ASSIGNMENT: Without any pictures, print exactly the lines that run from the start of the data through the line containing "ctx.fillText('Hardware', 268, 576)".
=== Section Start ===
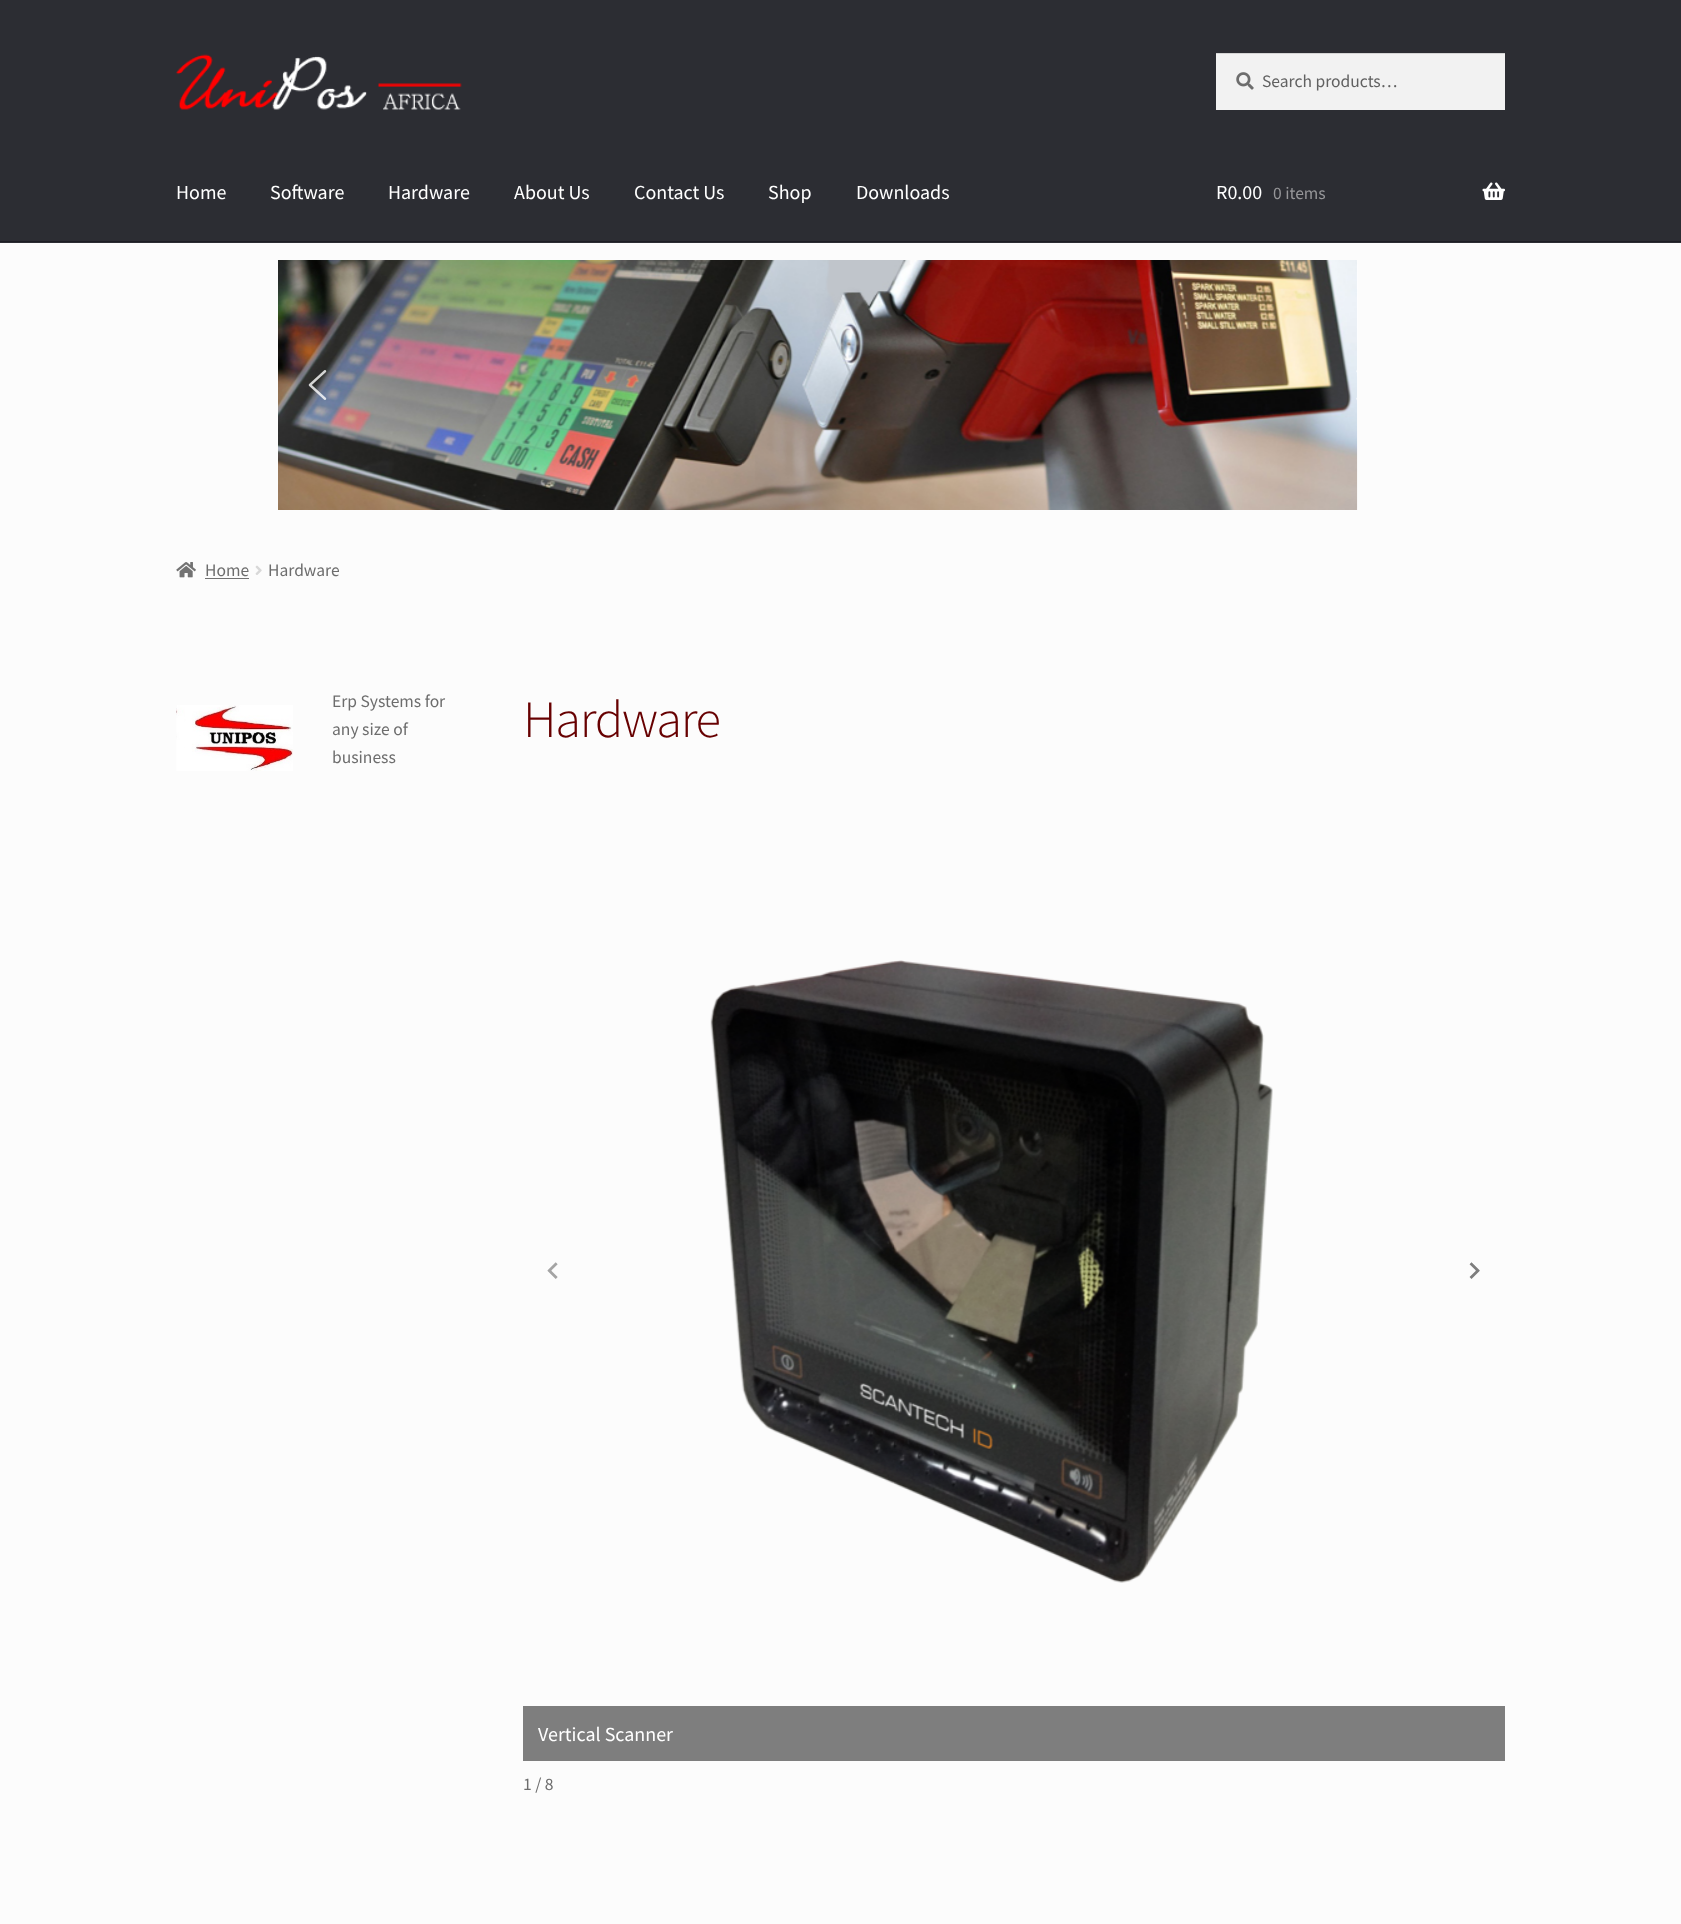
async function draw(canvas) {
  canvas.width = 1681
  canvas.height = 1924
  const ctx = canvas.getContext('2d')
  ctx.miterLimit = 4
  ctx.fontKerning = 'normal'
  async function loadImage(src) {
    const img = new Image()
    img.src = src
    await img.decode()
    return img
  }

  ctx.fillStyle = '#fcfcfc'
  ctx.fillRect(0, 0, 1681, 1924)
  ctx.fillStyle = '#2c2d33'
  ctx.fillRect(0, 0, 1681, 243)
  ctx.fillStyle = '#1d1e24'
  ctx.fillRect(0, 241, 1681, 1)
  ctx.drawImage(await loadImage('image0.png'), 176, 54, 286, 56)
  ctx.fillStyle = '#f2f2f2'
  ctx.fillRect(1216, 54, 289, 56)
  ctx.drawImage(await loadImage('image1.png'), 1236, 72, 18, 18)
  ctx.fillStyle = '#d4d4d4'
  ctx.fillRect(1216, 53, 289, 1)
  ctx.font = '17.5px Source Sans Pro'
  ctx.fillStyle = '#616161'
  ctx.fillText('Search products…', 1262, 87)
  ctx.font = '20px Source Sans Pro'
  ctx.fillStyle = '#fff'
  ctx.fillText('Home', 176, 199)
  ctx.fillText('Software', 270, 199)
  ctx.fillText('Hardware', 388, 199)
  ctx.fillText('About Us', 514, 199)
  ctx.fillText('Contact Us', 634, 199)
  ctx.fillText('Shop', 768, 199)
  ctx.fillText('Downloads', 856, 199)
  ctx.fillText('R0.00', 1216, 199)
  ctx.font = '17.5px Source Sans Pro'
  ctx.fillStyle = '#969699'
  ctx.fillText('0 items', 1273, 199)
  ctx.drawImage(await loadImage('image2.png'), 1482, 182, 23, 18)
  ctx.drawImage(await loadImage('image3.png'), 278, 260, 1080, 250)
  ctx.fillStyle = '#ffffffbf'
  ctx.fillRect(1357, 260, 1, 250)
  ctx.drawImage(await loadImage('image4.png'), 308, 370, 19, 30)
  ctx.drawImage(await loadImage('image5.png'), 1356, 370, 1, 30)
  ctx.drawImage(await loadImage('image6.png'), 176, 562, 20, 16)
  ctx.fillStyle = '#6d6d6d'
  ctx.fillText('Home', 205, 576)
  ctx.fillStyle = '#727272'
  ctx.fillRect(205, 578, 44, 1)
  ctx.drawImage(await loadImage('image7.png'), 255, 565, 7, 10)
  ctx.fillStyle = '#6d6d6d'
  ctx.fillText('Hardware', 268, 576)
  ctx.drawImage(await loadImage('image8.png'), 176, 705, 117, 66)
  ctx.fillText('Erp Systems for', 332, 707)
  ctx.fillText('any size of', 332, 735)
  ctx.fillText('business', 332, 763)
  ctx.letterSpacing = '-1.25px'
  ctx.font = '300 52.5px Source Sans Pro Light'
  ctx.fillStyle = '#670001'
  ctx.fillText('Hardware', 523, 737)
  ctx.drawImage(await loadImage('image9.png'), 547, 1262, 11, 17)
  ctx.drawImage(await loadImage('image10.png'), 1469, 1262, 11, 17)
  ctx.drawImage(await loadImage('image11.png'), 710, 960, 563, 623)
  ctx.fillStyle = '#7e7e7e'
  ctx.fillRect(523, 1706, 982, 55)
  ctx.letterSpacing = '0px'
  ctx.font = '20px Source Sans Pro'
  ctx.fillStyle = '#fff'
  ctx.fillText('Vertical Scanner', 538, 1741)
  ctx.font = '17.5px Source Sans Pro'
  ctx.fillStyle = '#6d6d6d'
  ctx.fillText('1 / 8', 523, 1790)
}

draw(document.querySelector('canvas'))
=== Section End ===
COMPLETED EXERCISE:
async function draw(canvas) {
  canvas.width = 1681
  canvas.height = 1924
  const ctx = canvas.getContext('2d')
  ctx.miterLimit = 4
  ctx.fontKerning = 'normal'
  async function loadImage(src) {
    const img = new Image()
    img.src = src
    await img.decode()
    return img
  }

  ctx.fillStyle = '#fcfcfc'
  ctx.fillRect(0, 0, 1681, 1924)
  ctx.fillStyle = '#2c2d33'
  ctx.fillRect(0, 0, 1681, 243)
  ctx.fillStyle = '#1d1e24'
  ctx.fillRect(0, 241, 1681, 1)
  ctx.drawImage(await loadImage('image0.png'), 176, 54, 286, 56)
  ctx.fillStyle = '#f2f2f2'
  ctx.fillRect(1216, 54, 289, 56)
  ctx.drawImage(await loadImage('image1.png'), 1236, 72, 18, 18)
  ctx.fillStyle = '#d4d4d4'
  ctx.fillRect(1216, 53, 289, 1)
  ctx.font = '17.5px Source Sans Pro'
  ctx.fillStyle = '#616161'
  ctx.fillText('Search products…', 1262, 87)
  ctx.font = '20px Source Sans Pro'
  ctx.fillStyle = '#fff'
  ctx.fillText('Home', 176, 199)
  ctx.fillText('Software', 270, 199)
  ctx.fillText('Hardware', 388, 199)
  ctx.fillText('About Us', 514, 199)
  ctx.fillText('Contact Us', 634, 199)
  ctx.fillText('Shop', 768, 199)
  ctx.fillText('Downloads', 856, 199)
  ctx.fillText('R0.00', 1216, 199)
  ctx.font = '17.5px Source Sans Pro'
  ctx.fillStyle = '#969699'
  ctx.fillText('0 items', 1273, 199)
  ctx.drawImage(await loadImage('image2.png'), 1482, 182, 23, 18)
  ctx.drawImage(await loadImage('image3.png'), 278, 260, 1080, 250)
  ctx.fillStyle = '#ffffffbf'
  ctx.fillRect(1357, 260, 1, 250)
  ctx.drawImage(await loadImage('image4.png'), 308, 370, 19, 30)
  ctx.drawImage(await loadImage('image5.png'), 1356, 370, 1, 30)
  ctx.drawImage(await loadImage('image6.png'), 176, 562, 20, 16)
  ctx.fillStyle = '#6d6d6d'
  ctx.fillText('Home', 205, 576)
  ctx.fillStyle = '#727272'
  ctx.fillRect(205, 578, 44, 1)
  ctx.drawImage(await loadImage('image7.png'), 255, 565, 7, 10)
  ctx.fillStyle = '#6d6d6d'
  ctx.fillText('Hardware', 268, 576)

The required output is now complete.